Financial Assets of People with Cognitive Impairment Reach 260 Trillion Yen: Balancing 'Protection' and 'Use'
The financial assets owned by individuals with dementia or mild cognitive impairment in Japan amount to an estimated 260 trillion yen, highlighting the challenge of managing these assets safely while allowing access to them.
In Japan, it's estimated that individuals with dementia and mild cognitive impairment (MCI) hold financial assets exceeding 260 trillion yen, which represents over 10% of the country's personal financial assets. While individuals with MCI can perform daily tasks, they may struggle with managing finances, such as shopping and bank account oversight. The situation becomes more complex when a person develops full-blown dementia, often leading banks to freeze accounts to protect them from fraudulent transactions, thus raising questions about the balance between safeguarding assets and the individual's right to access their funds.
The significant number of elderly individuals affected by cognitive decline poses not just personal inconveniences but also potential repercussions for the broader economy, particularly when considering the rising instances of fraud and consumer issues surrounding this demographic. Although efforts exist to protect these individuals, enforcing such protections can lead to restrictions on their ability to utilize their own assets, creating a conflict between safety and accessibility. This challenge is echoed in the views of Professor Kohei Komura from Keio University, who discusses the necessity for financial institutions to find a delicate balance in their responsibilities to both protect the assets of clients with cognitive impairments and to facilitate their financial independence.

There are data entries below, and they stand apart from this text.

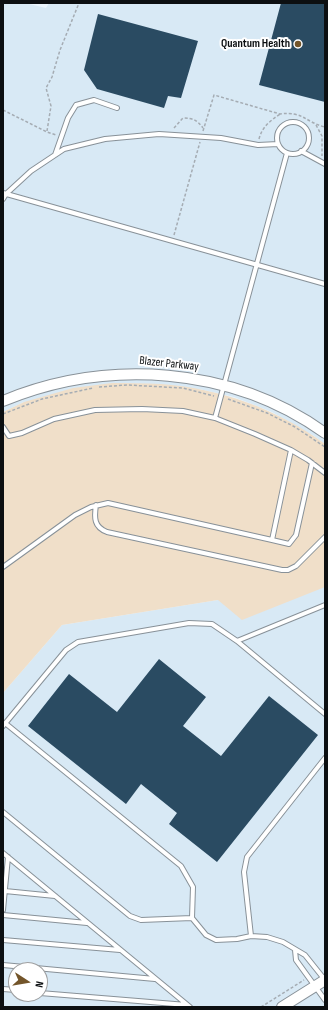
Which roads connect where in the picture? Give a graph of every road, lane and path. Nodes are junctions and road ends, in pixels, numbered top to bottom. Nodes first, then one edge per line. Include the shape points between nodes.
1 (78, 3) edge
2 (117, 108) dead end
3 (3, 110) edge
4 (280, 114) dead end
5 (316, 125) dead end
6 (174, 128) dead end
7 (204, 128) dead end
8 (47, 132) junction
9 (61, 136) junction
10 (278, 144) junction
11 (258, 145) junction
12 (301, 152) junction
13 (287, 153) junction
14 (55, 155) junction
15 (323, 164) edge
16 (5, 194) edge
17 (3, 199) edge
18 (257, 264) junction
19 (325, 284) edge
20 (223, 385) junction
21 (220, 397) junction
22 (3, 401) edge
23 (3, 414) edge
24 (214, 418) junction
25 (3, 427) edge
26 (325, 433) edge
27 (9, 436) junction
28 (3, 440) edge
29 (325, 447) edge
30 (291, 450) junction
31 (312, 463) junction
32 (325, 473) edge
33 (96, 505) junction
34 (325, 537) edge
35 (272, 540) junction
36 (3, 567) edge
37 (325, 605) edge
38 (237, 641) junction
39 (325, 714) edge
40 (4, 725) edge
41 (325, 758) edge
42 (3, 812) edge
43 (3, 853) edge
44 (8, 857) junction
45 (5, 891) junction
46 (55, 896) junction
47 (3, 910) edge
48 (3, 915) edge
49 (192, 918) junction
50 (87, 923) junction
51 (251, 936) junction
52 (3, 940) edge
53 (120, 950) junction
54 (296, 950) junction
55 (3, 965) edge
56 (308, 977) junction
57 (155, 979) junction
58 (325, 980) edge
59 (315, 986) junction
60 (48, 993) edge
61 (325, 1000) edge
62 (188, 1006) edge
63 (261, 1007) edge
64 (282, 1007) edge

1 - 8 path via 46,88 51,106
2 - 9 lane via 94,100 76,105
3 - 8 path
4 - 11 path via 268,122 261,132
5 - 15 path via 322,136
6 - 7 path via 183,118 192,118
8 - 9 path
9 - 14 lane
10 - 11 lane
10 - 12 lane via 277,134 282,126 297,122 305,127 309,137 306,148
10 - 13 lane
11 - 14 lane via 221,138 159,134 105,139 64,149
12 - 13 lane
12 - 15 lane
13 - 18 lane
14 - 16 lane via 31,171
16 - 17 lane
16 - 18 lane
18 - 19 lane
18 - 20 lane
20 - 21 lane
20 - 22 street, Blazer Parkway via 162,375 116,374 65,381
20 - 26 street, Blazer Parkway via 279,406
21 - 23 path via 183,388 127,385 92,388 42,399
21 - 24 lane
21 - 29 path via 267,413 295,427
24 - 27 lane via 183,411 95,410 54,419
24 - 30 lane
25 - 27 lane
27 - 28 lane
30 - 31 lane
30 - 35 lane
31 - 32 lane
31 - 35 lane via 296,535 289,544
33 - 34 lane via 97,524 100,529 107,532 282,570 296,566
33 - 35 lane via 108,503
33 - 36 lane via 75,515
37 - 38 lane
38 - 39 lane
38 - 40 lane via 212,624 189,623 78,642 66,650
40 - 49 lane via 182,866 193,887
41 - 51 lane via 247,857 244,872
42 - 49 lane via 130,916 141,920
43 - 44 lane
44 - 45 lane
44 - 46 lane
45 - 46 lane
45 - 47 lane
46 - 50 lane
48 - 50 lane
49 - 51 lane via 206,935 216,940
50 - 53 lane
51 - 54 lane via 267,937
52 - 53 lane
53 - 57 lane
54 - 56 lane via 296,960
54 - 58 lane via 305,955
55 - 57 lane
56 - 59 lane
56 - 63 path
57 - 62 lane
58 - 59 street
59 - 61 lane
59 - 64 street
60 - 62 lane

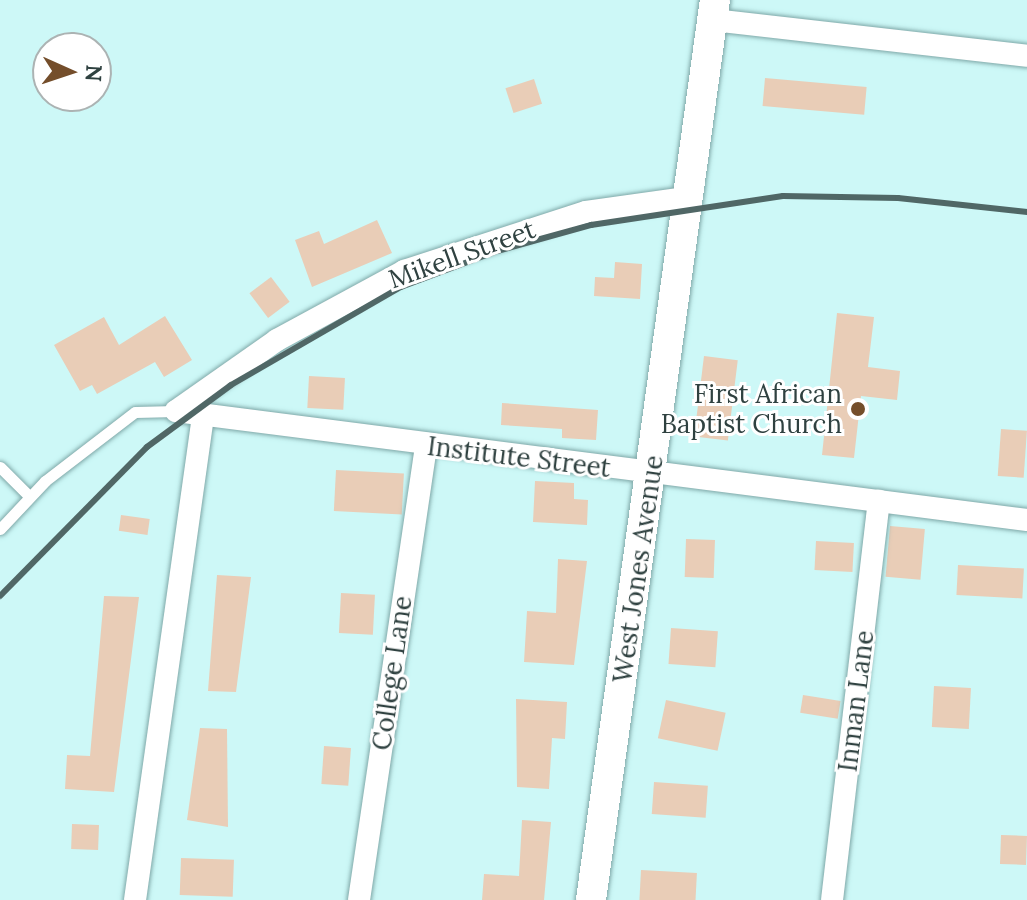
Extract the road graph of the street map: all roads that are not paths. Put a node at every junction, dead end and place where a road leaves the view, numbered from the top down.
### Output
1 (714, 10) edge
2 (1027, 56) edge
3 (686, 198) junction
4 (176, 411) junction
5 (203, 415) junction
6 (426, 446) junction
7 (0, 467) edge
8 (651, 472) junction
9 (30, 497) junction
10 (879, 501) junction
11 (1027, 520) edge
12 (0, 529) edge
13 (135, 900) edge
14 (359, 900) edge
15 (591, 900) edge
16 (832, 900) edge

1 - 2 street
1 - 3 street, West Jones Avenue
3 - 4 street, Mikell Street
3 - 8 street, West Jones Avenue
4 - 5 street, Institute Street
4 - 9 lane
5 - 6 street, Institute Street
5 - 13 street
6 - 8 street, Institute Street
6 - 14 street, College Lane
7 - 9 lane
8 - 10 street, Institute Street
8 - 15 street, West Jones Avenue
9 - 12 lane
10 - 11 street, Institute Street
10 - 16 street, Inman Lane

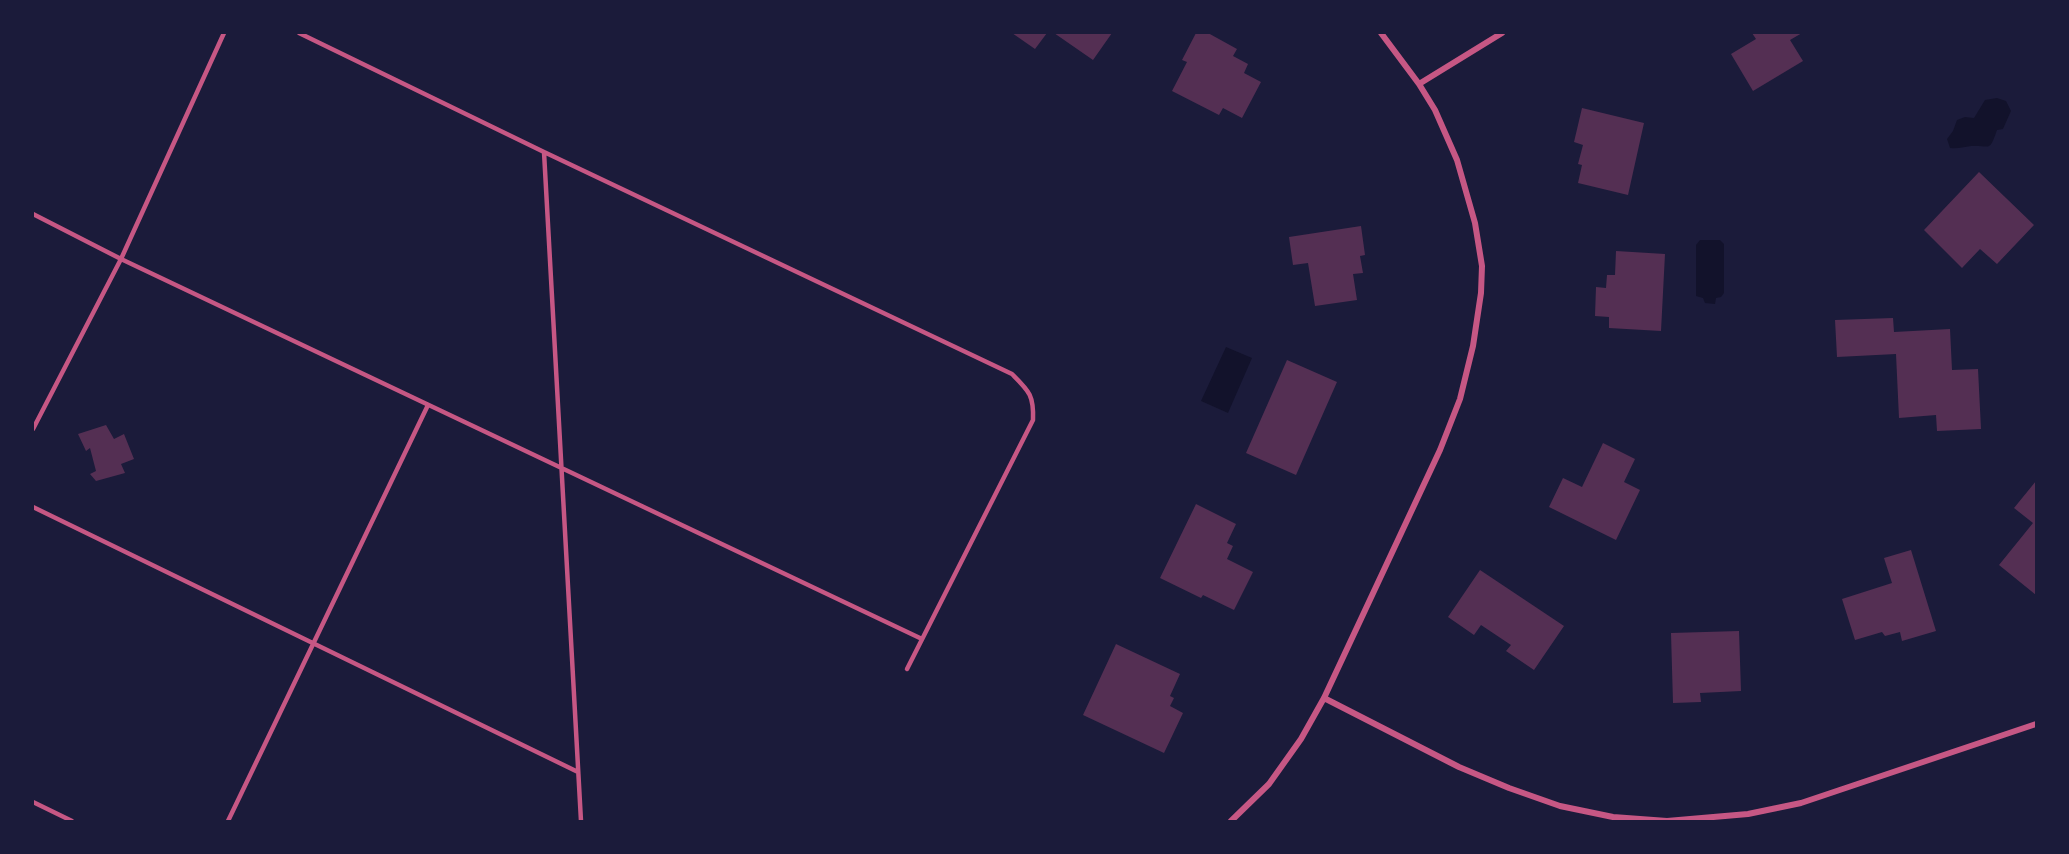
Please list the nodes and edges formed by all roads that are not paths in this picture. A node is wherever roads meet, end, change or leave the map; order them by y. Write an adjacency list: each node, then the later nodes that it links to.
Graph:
1 (224, 33): 8 (lane)
2 (299, 33): 6 (lane)
3 (1381, 33): 5 (street)
4 (1502, 33): 5 (street)
5 (1419, 84): 16 (street)
6 (544, 152): 11 (lane); 13 (lane)
7 (33, 214): 8 (lane)
8 (121, 259): 9 (lane); 10 (lane)
9 (428, 405): 11 (lane); 14 (lane)
10 (33, 429)
11 (562, 468): 13 (lane); 18 (lane)
12 (33, 507): 14 (lane)
13 (922, 639): 15 (lane)
14 (313, 643): 18 (lane); 21 (lane)
15 (907, 669)
16 (1324, 698): 17 (street); 23 (street)
17 (2036, 724)
18 (578, 772): 22 (lane)
19 (33, 802): 20 (lane)
20 (72, 821)
21 (228, 821)
22 (581, 821)
23 (1232, 821)

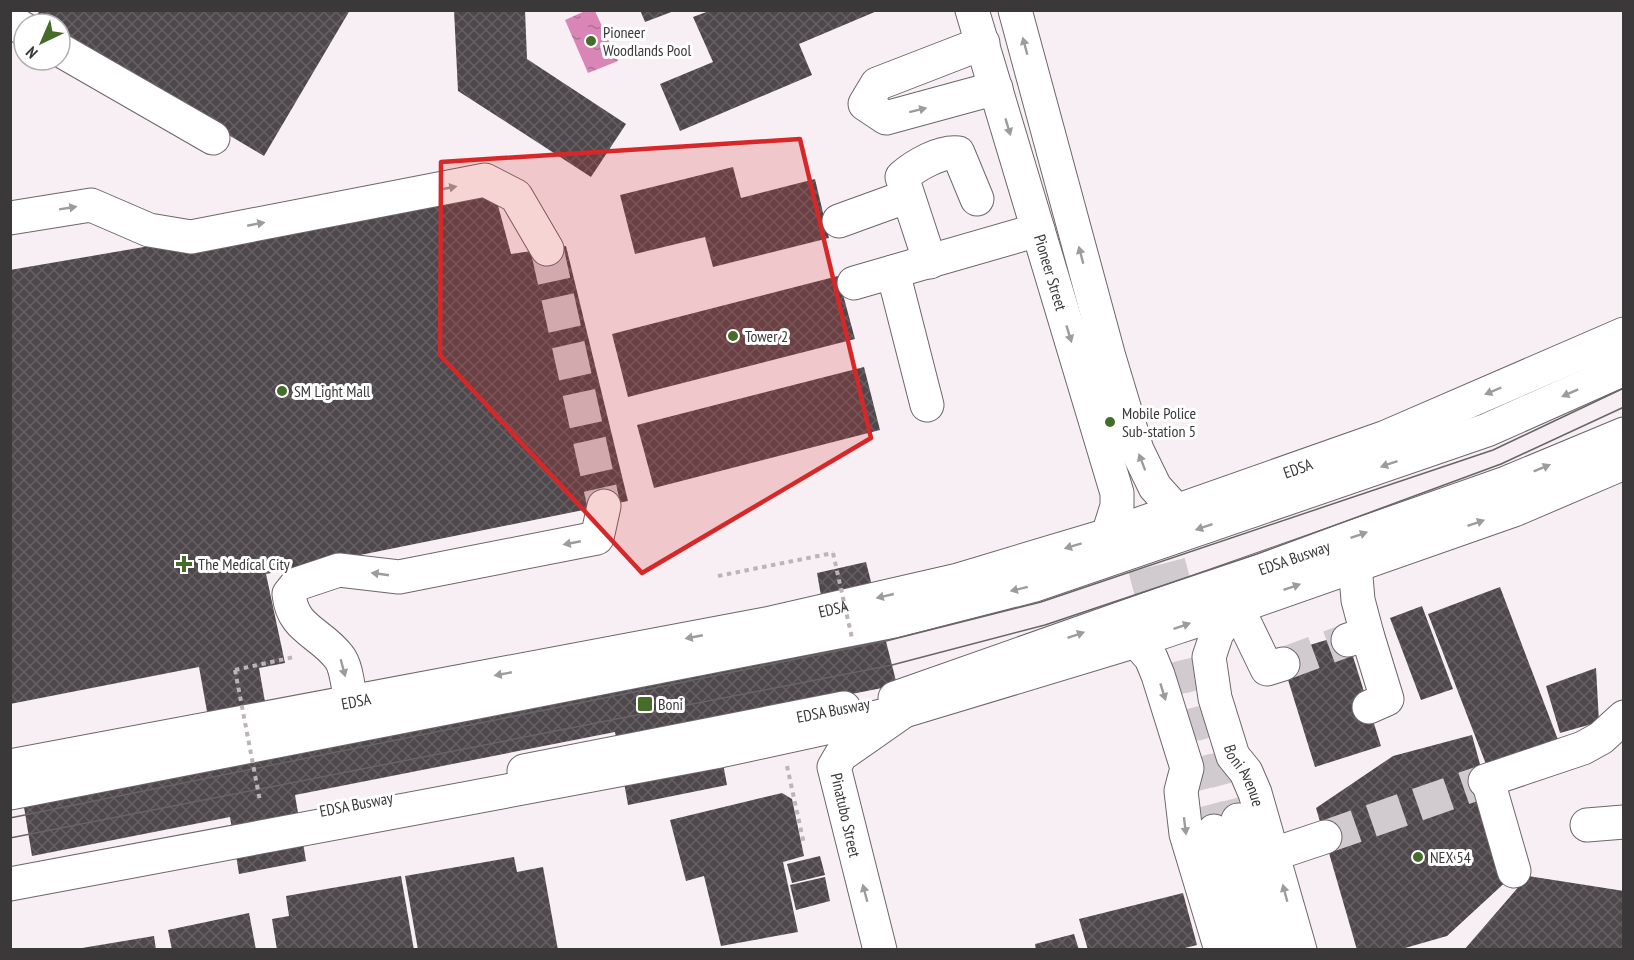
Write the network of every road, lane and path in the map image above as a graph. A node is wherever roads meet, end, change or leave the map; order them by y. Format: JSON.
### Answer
{"nodes":[{"id":1,"x":972,"y":10,"type":"edge"},
{"id":2,"x":1017,"y":11,"type":"edge"},
{"id":3,"x":983,"y":43,"type":"junction"},
{"id":4,"x":72,"y":57,"type":"edge"},
{"id":5,"x":996,"y":88,"type":"junction"},
{"id":6,"x":213,"y":138,"type":"dead end"},
{"id":7,"x":908,"y":196,"type":"junction"},
{"id":8,"x":977,"y":200,"type":"dead end"},
{"id":9,"x":10,"y":218,"type":"edge"},
{"id":10,"x":839,"y":221,"type":"dead end"},
{"id":11,"x":1038,"y":230,"type":"junction"},
{"id":12,"x":547,"y":249,"type":"tunnel mouth"},
{"id":13,"x":930,"y":262,"type":"junction"},
{"id":14,"x":893,"y":272,"type":"junction"},
{"id":15,"x":854,"y":283,"type":"dead end"},
{"id":16,"x":1623,"y":334,"type":"edge"},
{"id":17,"x":1094,"y":362,"type":"junction"},
{"id":18,"x":1623,"y":369,"type":"edge"},
{"id":19,"x":927,"y":405,"type":"dead end"},
{"id":20,"x":1623,"y":435,"type":"edge"},
{"id":21,"x":1623,"y":463,"type":"edge"},
{"id":22,"x":604,"y":506,"type":"tunnel mouth"},
{"id":23,"x":1175,"y":509,"type":"junction"},
{"id":24,"x":1108,"y":535,"type":"junction"},
{"id":25,"x":1355,"y":565,"type":"junction"},
{"id":26,"x":718,"y":576,"type":"dead end"},
{"id":27,"x":1237,"y":607,"type":"junction"},
{"id":28,"x":852,"y":638,"type":"dead end"},
{"id":29,"x":1136,"y":641,"type":"junction"},
{"id":30,"x":304,"y":655,"type":"dead end"},
{"id":31,"x":1283,"y":664,"type":"tunnel mouth"},
{"id":32,"x":351,"y":702,"type":"junction"},
{"id":33,"x":1369,"y":707,"type":"dead end"},
{"id":34,"x":904,"y":711,"type":"junction"},
{"id":35,"x":1623,"y":717,"type":"edge"},
{"id":36,"x":1233,"y":756,"type":"junction"},
{"id":37,"x":10,"y":766,"type":"edge"},
{"id":38,"x":777,"y":767,"type":"dead end"},
{"id":39,"x":1187,"y":768,"type":"junction"},
{"id":40,"x":10,"y":794,"type":"edge"},
{"id":41,"x":260,"y":801,"type":"dead end"},
{"id":42,"x":1623,"y":822,"type":"edge"},
{"id":43,"x":1587,"y":825,"type":"dead end"},
{"id":44,"x":1325,"y":837,"type":"tunnel mouth"},
{"id":45,"x":804,"y":844,"type":"dead end"},
{"id":46,"x":1274,"y":854,"type":"junction"},
{"id":47,"x":10,"y":868,"type":"edge"},
{"id":48,"x":1514,"y":871,"type":"dead end"},
{"id":49,"x":10,"y":884,"type":"edge"},
{"id":50,"x":880,"y":950,"type":"edge"},
{"id":51,"x":1221,"y":950,"type":"edge"},
{"id":52,"x":1245,"y":950,"type":"edge"},
{"id":53,"x":1274,"y":950,"type":"edge"},
{"id":54,"x":1300,"y":950,"type":"edge"}],
"edges":[{"from":1,"to":3,"type":"main road","name":"Pioneer Street"},
{"from":17,"to":2,"type":"main road","name":"Pioneer Street","one_way":true},
{"from":3,"to":5,"type":"main road","name":"Pioneer Street"},
{"from":3,"to":5,"type":"main road","one_way":true},
{"from":4,"to":6,"type":"main road"},
{"from":5,"to":11,"type":"main road","name":"Pioneer Street","one_way":true},
{"from":7,"to":8,"type":"main road"},
{"from":7,"to":10,"type":"main road"},
{"from":7,"to":13,"type":"main road"},
{"from":9,"to":12,"type":"main road","one_way":true},
{"from":11,"to":13,"type":"main road"},
{"from":11,"to":17,"type":"main road","name":"Pioneer Street","one_way":true},
{"from":13,"to":14,"type":"main road"},
{"from":14,"to":15,"type":"main road"},
{"from":14,"to":19,"type":"main road"},
{"from":16,"to":23,"type":"main road","name":"EDSA","one_way":true},
{"from":23,"to":17,"type":"main road","name":"Pioneer Street","one_way":true},
{"from":17,"to":24,"type":"main road","name":"Pioneer Street"},
{"from":18,"to":40,"type":"main road","one_way":true},
{"from":47,"to":20,"type":"main road","name":"EDSA Busway","one_way":true},
{"from":25,"to":21,"type":"main road","one_way":true},
{"from":22,"to":32,"type":"main road","one_way":true},
{"from":23,"to":24,"type":"main road","name":"EDSA"},
{"from":24,"to":32,"type":"main road","name":"EDSA","one_way":true},
{"from":27,"to":25,"type":"main road","one_way":true},
{"from":25,"to":33,"type":"main road"},
{"from":26,"to":28,"type":"path","bridge":true},
{"from":29,"to":27,"type":"main road","one_way":true},
{"from":27,"to":31,"type":"main road"},
{"from":27,"to":36,"type":"main road","name":"Boni Avenue"},
{"from":29,"to":34,"type":"main road"},
{"from":29,"to":39,"type":"main road","one_way":true},
{"from":30,"to":41,"type":"path","bridge":true},
{"from":32,"to":37,"type":"main road","name":"EDSA"},
{"from":34,"to":49,"type":"main road"},
{"from":50,"to":34,"type":"main road","name":"Pinatubo Street","one_way":true},
{"from":35,"to":48,"type":"main road"},
{"from":36,"to":39,"type":"main road"},
{"from":36,"to":46,"type":"main road","name":"Boni Avenue"},
{"from":38,"to":45,"type":"path"},
{"from":39,"to":51,"type":"main road","one_way":true},
{"from":42,"to":43,"type":"main road"},
{"from":44,"to":46,"type":"main road"},
{"from":54,"to":46,"type":"main road","name":"Boni Avenue","one_way":true},
{"from":52,"to":53,"type":"main road","name":"Boni Avenue"}]}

As outlined in the recently enacted Dementia Basic Law, which emphasizes the respect for the will of individuals and calls for reasonable accommodations by financial institutions, there is a recognized urgency for social mechanisms that allow individuals with cognitive impairments to manage their assets while ensuring their safety. Despite these advances, practical issues remain that inhibit access to these vast holdings, which are currently inaccessible even at the individual's request. This stalemate not only affects the individuals involved but has broader economic implications as well, with significant amounts of capital effectively frozen out of circulation due to the existing protective measures.